SON is being used by vested interests. It is being used to confer undue advantage on a major producing firm which is already labelling its new cement grade. The new policy is meant to destabilize competitors who, while trying to adjust to the new regime, would lose more market share to the one already labelling its products! Interestingly, the one already on ground is in control of 60% of the cement market and is determined to increase the market size by all means possible.

This is why it has embarked on all manner of arm-twisting and disinformation. No one heard of the 32.5mpa cement being a factor in building collapse until the company began to produce the 42.5mpa grade some months ago. But not even one body of experts has ever supported the claim because it is spurious. At the public hearings last May of the House of Representatives ad-hoc committee on cement standardization and pigmentation, such authorities as the Nigerian Society of Engineers, Council for Regulation of Engineering in Nigeria, Nigerian institute of Builders and Nigerian Institute of Architects as well as Association of Cement Manufacturers of Nigeria stated categorically that cement does not cause building collapse anywhere. They pointed out clearly that cement is not used alone as an item in building and construction, but used in conjunction with sand, granite, iron, rods, etc; and how these items are used has implications. It is immaterial if the cement is 32.5mpa or 42.5mpa. If the later grade is superior, all a greedy contractor or block moulder, for instance, would do is produce more blocks from the same quantity of cement.

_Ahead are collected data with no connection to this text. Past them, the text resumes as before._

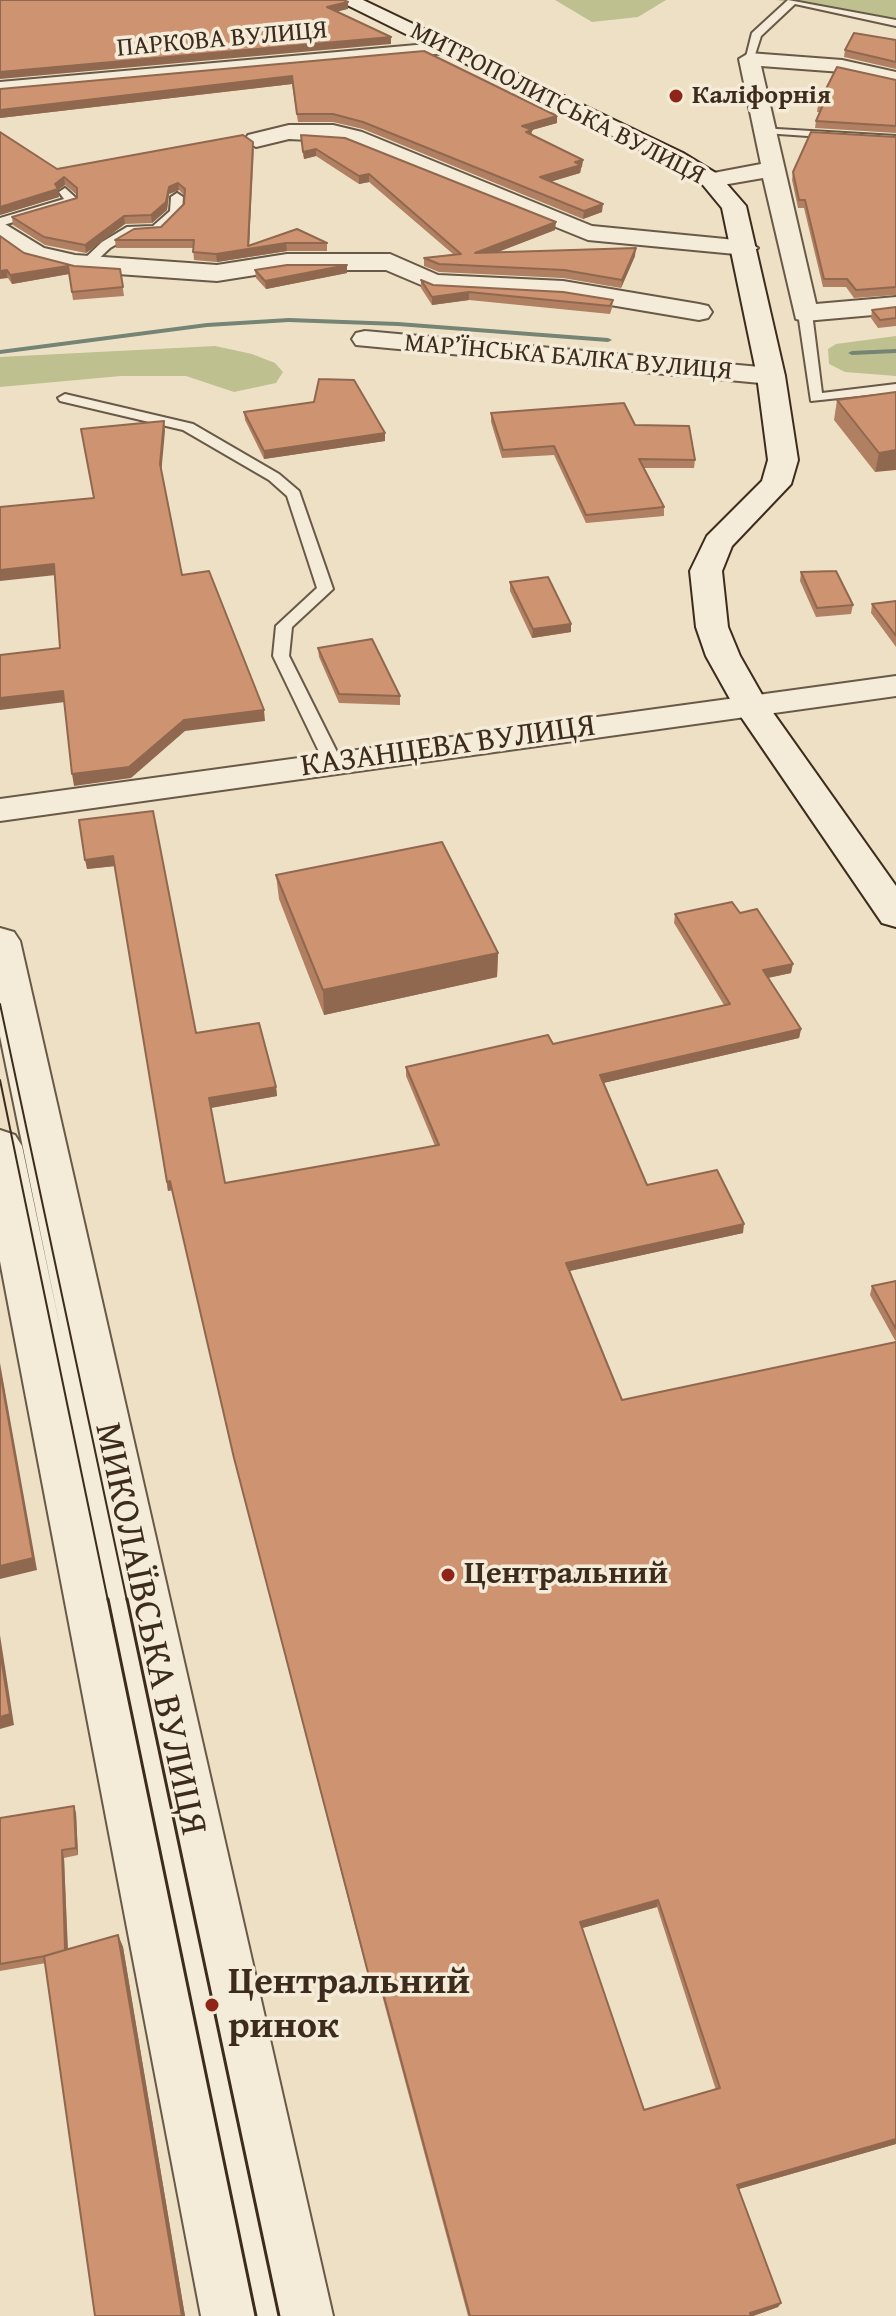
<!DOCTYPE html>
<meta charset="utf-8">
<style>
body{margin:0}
canvas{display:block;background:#eee0c5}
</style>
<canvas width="896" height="2316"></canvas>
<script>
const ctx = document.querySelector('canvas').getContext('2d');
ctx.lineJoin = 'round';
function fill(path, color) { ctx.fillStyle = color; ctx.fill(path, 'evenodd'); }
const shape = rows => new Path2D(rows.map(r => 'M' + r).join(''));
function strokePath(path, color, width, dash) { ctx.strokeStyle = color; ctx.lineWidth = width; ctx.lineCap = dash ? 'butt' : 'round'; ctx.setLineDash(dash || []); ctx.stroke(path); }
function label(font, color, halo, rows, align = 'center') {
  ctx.font = font + ' "Gentium Book Plus",serif'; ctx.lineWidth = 7; ctx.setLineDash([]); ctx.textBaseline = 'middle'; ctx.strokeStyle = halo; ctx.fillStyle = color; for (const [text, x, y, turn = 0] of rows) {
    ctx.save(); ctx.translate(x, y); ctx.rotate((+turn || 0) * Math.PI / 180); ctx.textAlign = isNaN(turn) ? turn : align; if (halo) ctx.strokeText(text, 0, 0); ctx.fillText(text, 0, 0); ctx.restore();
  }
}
fill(shape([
 [555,0,666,0,638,17,592,22],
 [776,0,896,0,896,27,833,10],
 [896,336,896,376,845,372,829,364,828,349,836,344],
 [215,346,252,354,275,363,283,372,276,383,234,392,186,376,121,376,0,387,0,357]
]), '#bfc090');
fill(shape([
 [289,318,398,322,608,338,612,340,608,342,398,326,289,322,207,327,0,354,0,350,207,323,289,318],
 [896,349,896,353,852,355,848,353,852,351,896,349]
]), '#758474');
const service = shape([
 [788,0,896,20,896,26,795,4,761,36,753,61,745,61,752,33,788,0],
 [760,128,896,136,896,142,764,133,760,128],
 [65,188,76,198,76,204,0,226,0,218,64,199,59,192,65,188],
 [177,193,183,197,182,212,160,233,134,234,110,248,90,267,82,267,82,261,102,242,127,227,153,226,170,211,171,197,177,193],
 [805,309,812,313,822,393,896,384,896,392,811,401,798,313,805,309],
 [65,394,193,424,279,474,299,491,333,589,292,627,289,656,342,762,339,766,333,767,324,762,273,656,276,626,317,588,287,496,269,480,183,430,60,401,58,398,65,394]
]);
const minor = shape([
 [450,42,457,44,460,48,457,52,0,94,0,82,450,42],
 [749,53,842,60,896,72,896,84,842,72,761,66,816,304,896,297,896,313,805,321,796,319,763,178,711,187,699,180,703,175,761,164,739,59,749,53],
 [289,125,333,125,362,132,592,226,746,241,758,248,746,255,588,240,346,142,289,139,256,147,245,140,248,135,289,125],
 [0,221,44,248,75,255,217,265,287,254,390,254,438,275,563,281,699,304,708,306,712,312,708,318,699,320,563,297,433,290,386,270,287,270,217,281,75,271,26,258,0,239,0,221],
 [365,331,771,368,781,370,785,376,781,382,771,384,356,345,352,339,356,333,365,331],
 [896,676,896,696,0,821,0,799,896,676],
 [0,928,14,932,20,941,333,2316,201,2316,0,1261,0,1130,15,1135,22,1146,62,1337,0,1036,0,928]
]);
const secondary = shape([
 [337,0,363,0,683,153,719,175,746,206,785,376,798,460,791,484,732,546,722,571,728,627,740,656,769,707,896,886,896,927,882,923,735,708,706,656,696,627,690,571,707,536,762,481,768,460,757,376,722,208,703,185,667,163,337,0]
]);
strokePath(service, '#695947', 4);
strokePath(minor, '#695947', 4);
strokePath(secondary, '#3d2c1d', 4);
fill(service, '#f4ebd9');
fill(minor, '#f4ebd9');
fill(secondary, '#f4ebd9');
strokePath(shape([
 [0,1004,127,1601],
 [0,1080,108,1601]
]), '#3d2c1d', 2);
strokePath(shape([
 [108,1599,256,2316],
 [127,1599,279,2316]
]), '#3d2c1d', 3);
fill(shape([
 [896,40,896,69,844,57,845,50],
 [424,51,557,116,557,123,532,130,531,134,583,160,582,167,581,168,580,173,550,182,602,212,583,219,363,129,333,122,298,122,292,84,0,118,0,89],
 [896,80,896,133,815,128,816,121,820,112,817,112,818,105],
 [301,135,555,230,497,252,635,256,621,288,563,278,439,272,424,266,424,258,453,254,369,182,359,184,316,156,304,159],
 [896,137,896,295,854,298,846,287,823,287,804,208,798,208,792,180,793,172],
 [254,149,249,246,297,229,327,243,327,251,287,251,217,262,194,260,193,248,116,248,115,240,161,227,184,204,185,196,179,190,169,194,167,210,152,223,125,224,86,253,45,245,13,225,12,217,77,198,77,195,65,185,58,190,59,197,0,215,57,169],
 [0,236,24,253,74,266,120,269,124,296,73,300,69,274,12,284,8,278],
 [255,270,347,273,266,289,256,278],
 [421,280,433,285,613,300,612,308,610,314,469,300,432,305,421,288],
 [896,307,896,326,878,328,871,318,872,310],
 [896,392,875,472,834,420,837,400],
 [244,412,385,441,264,459,245,420],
 [491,413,635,425,695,460,694,468,644,468,664,507,664,516,586,523,554,455,502,458,491,422],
 [801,572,853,605,851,614,816,617,800,581],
 [510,582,571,632,532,638,510,591],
 [896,601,896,647,871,613,872,604],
 [318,648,400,696,400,705,339,703,319,657],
 [153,811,196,1033,276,1087,277,1096,211,1108,225,1183,435,1146,406,1076,406,1067,553,1044,724,1005,674,923,675,914,740,913,791,973,768,978,801,1029,799,1038,603,1083,647,1185,743,1233,569,1271,622,1400,896,1342,870,1295,872,1286,896,1281,896,2144,739,2189,781,2303,778,2307,753,2316,468,2316,379,1984,371,1987,236,1466,172,1190,168,1191,115,866,87,869],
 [657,1907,716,2090,644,2110,582,1928],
 [276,875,498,953,497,977,324,1015,279,899],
 [76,1813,78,1855,64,1858,68,1949,118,1935,123,1947,185,2316,95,2316,46,1963,0,1971,0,1818]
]), '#b17f61');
fill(shape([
 [348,2,348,9,328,14,327,7],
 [391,37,391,44,0,79,0,72],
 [292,76,292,84,0,118,0,110],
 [557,116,557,123,532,130,531,138,522,126],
 [253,142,249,249,286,243,287,251,217,262,216,254],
 [316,149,316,156,304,159,303,152],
 [583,160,580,173,539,185,540,177],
 [369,174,369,182,359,184,359,176],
 [64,177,65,185,58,190,59,197,0,215,0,207,55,184],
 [178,183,179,190,169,194,167,210,152,223,151,215,169,187],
 [603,204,602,212,583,219,584,211],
 [124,216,125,224,86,253,85,245],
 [556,222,555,230,475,261,475,253],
 [636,248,635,256,621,288,622,280],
 [347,265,347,273,266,289,265,281],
 [68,266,69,274,12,284,10,275],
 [7,270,8,278,0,279,0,271],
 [469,292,469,300,432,305,432,297],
 [164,421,165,431,161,475,160,464],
 [385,433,385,441,264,459,264,451],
 [896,450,896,470,875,472,879,453],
 [54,564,56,575,0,581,0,570],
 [571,624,571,632,532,638,533,629],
 [63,691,65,702,0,710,0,698],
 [264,710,265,721,185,731,131,778,74,786,72,774,184,720],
 [113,856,115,866,87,869,85,860],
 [498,953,497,977,324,1015,323,990],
 [793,964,791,973,762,979,763,970],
 [801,1029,799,1038,599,1084,600,1075],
 [276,1087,277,1096,210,1108,209,1098],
 [170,1181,172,1190,168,1191,167,1182],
 [744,1224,743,1233,565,1272,566,1263],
 [0,1363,37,1570,0,1579],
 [0,1635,14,1725,0,1729],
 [74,1806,76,1813,78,1855,76,1848],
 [62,1850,64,1858,68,1959,65,1953],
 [658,1900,657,1907,579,1929,580,1922],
 [118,1935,123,1947,185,2316,182,2316],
 [379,1978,379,1984,371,1987,370,1980],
 [896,2139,896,2144,735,2190,737,2185],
 [781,2303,778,2307,753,2316,748,2316,750,2313]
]), '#90684f');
const building = shape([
 [0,0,344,0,348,2,327,7,391,37,0,72,0,0],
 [854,33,896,40,896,62,845,50,854,33],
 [424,51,557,116,522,126,532,130,526,132,583,160,575,162,581,165,540,177,603,204,584,211,363,122,333,114,297,114,292,76,0,110,0,89,424,51],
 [837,67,896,80,896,126,816,121,823,105,818,105,837,67],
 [0,132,57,169,243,135,253,142,248,246,297,229,327,243,286,243,216,254,193,252,194,240,115,240,134,229,161,227,184,204,185,189,178,183,169,187,166,202,151,215,124,216,85,245,44,237,12,217,77,198,77,188,64,177,55,184,58,189,0,207,0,132],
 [811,132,896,137,896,287,856,290,847,279,824,279,805,200,799,200,793,172,811,132],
 [301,135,345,138,556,222,475,253,636,248,622,280,564,270,439,264,424,258,461,254,369,174,359,176,316,149,303,152,301,135],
 [0,236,24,253,74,266,120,269,123,287,72,292,68,266,10,275,7,270,0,271,0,236],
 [287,265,347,265,265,281,255,270,287,265],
 [421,280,433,285,563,292,613,300,610,306,469,292,432,297,421,280],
 [896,307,896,318,880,320,872,310,896,307],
 [319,379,354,380,385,433,264,451,244,412,314,402,319,379],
 [896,392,896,450,879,453,837,400,896,392],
 [624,403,635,425,689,426,695,460,639,459,664,507,586,515,554,446,503,450,491,413,624,403],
 [164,421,160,464,182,575,209,571,264,710,184,720,129,767,72,774,63,691,0,698,0,655,60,648,54,564,0,570,0,507,94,498,81,429,164,421],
 [836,571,853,605,817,608,801,572,836,571],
 [548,577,571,624,533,629,510,582,548,577],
 [896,601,896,636,872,604,896,601],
 [372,639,400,696,339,694,318,648,372,639],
 [153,811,196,1033,259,1023,276,1087,209,1098,225,1183,439,1145,406,1067,548,1035,553,1044,730,1004,675,914,732,902,740,913,757,909,793,964,763,970,801,1029,600,1075,647,1185,717,1170,744,1224,566,1263,622,1400,896,1342,896,2139,737,2185,781,2303,750,2313,751,2316,470,2316,379,1978,370,1980,234,1458,170,1181,167,1182,113,856,85,860,79,820,153,811],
 [658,1900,720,2088,644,2110,580,1922,658,1900],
 [442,842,498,953,323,990,276,875,442,842],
 [896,1281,896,1329,872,1286,896,1281],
 [0,1372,33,1558,0,1566,0,1372],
 [0,1651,10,1714,0,1717,0,1651],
 [74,1806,76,1848,62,1850,65,1950,45,1956,0,1964,0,1818,74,1806],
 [118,1935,182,2316,95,2316,44,1956,118,1935]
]);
fill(building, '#ce9471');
strokePath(building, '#90684f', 2);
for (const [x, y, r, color] of [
 [676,96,8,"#8f2418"],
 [448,1575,8,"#8f2418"],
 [212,2005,8,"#8f2418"]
]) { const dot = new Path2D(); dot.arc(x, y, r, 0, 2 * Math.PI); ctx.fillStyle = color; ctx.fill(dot); strokePath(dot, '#f4ebd9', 3); }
label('26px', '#3d2c1d', '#f4ebd9', [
 ["ПАРКОВА ВУЛИЦЯ",222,40,-5],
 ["МИТРОПОЛИТСЬКА ВУЛИЦЯ",557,104,27],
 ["МАР’ЇНСЬКА БАЛКА ВУЛИЦЯ",568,358,5]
]);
label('bold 26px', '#3d2c1d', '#f4ebd9', [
 ["Каліфорнія",692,96]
], 'left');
label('32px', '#3d2c1d', '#f4ebd9', [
 ["КАЗАНЦЕВА ВУЛИЦЯ",448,747,-8]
]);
label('bold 32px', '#3d2c1d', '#f4ebd9', [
 ["Центральний",464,1575]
], 'left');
label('38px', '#3d2c1d', '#f4ebd9', [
 ["МИКОЛАЇВСЬКА ВУЛИЦЯ",149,1629,78]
]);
label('bold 38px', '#3d2c1d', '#f4ebd9', [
 ["Центральний",228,1983],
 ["ринок",228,2027]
], 'left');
</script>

Therefore, what is required to check building failures in Nigeria has absolutely nothing to do with cement grade; after all, every cement in Nigeria meets international standards. What is needed revolves around complying with building codes and professional ethics. How many Nigerians conduct soil test before building a house? How many architects or engineers in the town planning office examine architectural drawings of buildings and visit the site before giving approval and without collecting bribes? How many engineers in the town planning office go to the site to inspect the quality of rods and other building materials used?

It is paradoxical that the very firm claiming, only a couple of months ago, that it has migrated to the 42.5mpa cement grade because the 32-5mpa grade “has been banned in places like China” on account of its inferiority only three weeks ago announced it has resumed production of the 32.5mpa grade! While it was demonizing the 32.5mpa grade in Nigeria, it was promoting the same grade in South Africa as incomparable because it is the largest single investor in Sephaku Cement pty which produces this grade. If the 32.5 grade is responsible for building failures, this firm has to be held responsible because it was for 10 years producing only this grade. Indeed, since it has been in control of 60% of the cement market, it should rightly be held accountable. Of course, we all know that it has engaged in is sheer propaganda.

It is axiomatic that SON is a state instrument being used by a well-known monopolist to destroy competition in the cement market. Nigerians are ready to fight the monopolist this time and all those being used by the monopolist because of the severity of the direct effect of what the monopolist wants to achieve. Our future will be ruined. As things stand today, SON has a serious credibility challenge imposed on it by vested interests. The least it can do now to retain a modicum of respect is to revisit the mere two-month deadline for cement grade labelling to start in earnest. It has to do something concrete to be seen as a credible organization working for the common good, rather than an instrument in the hands of a private monopolist.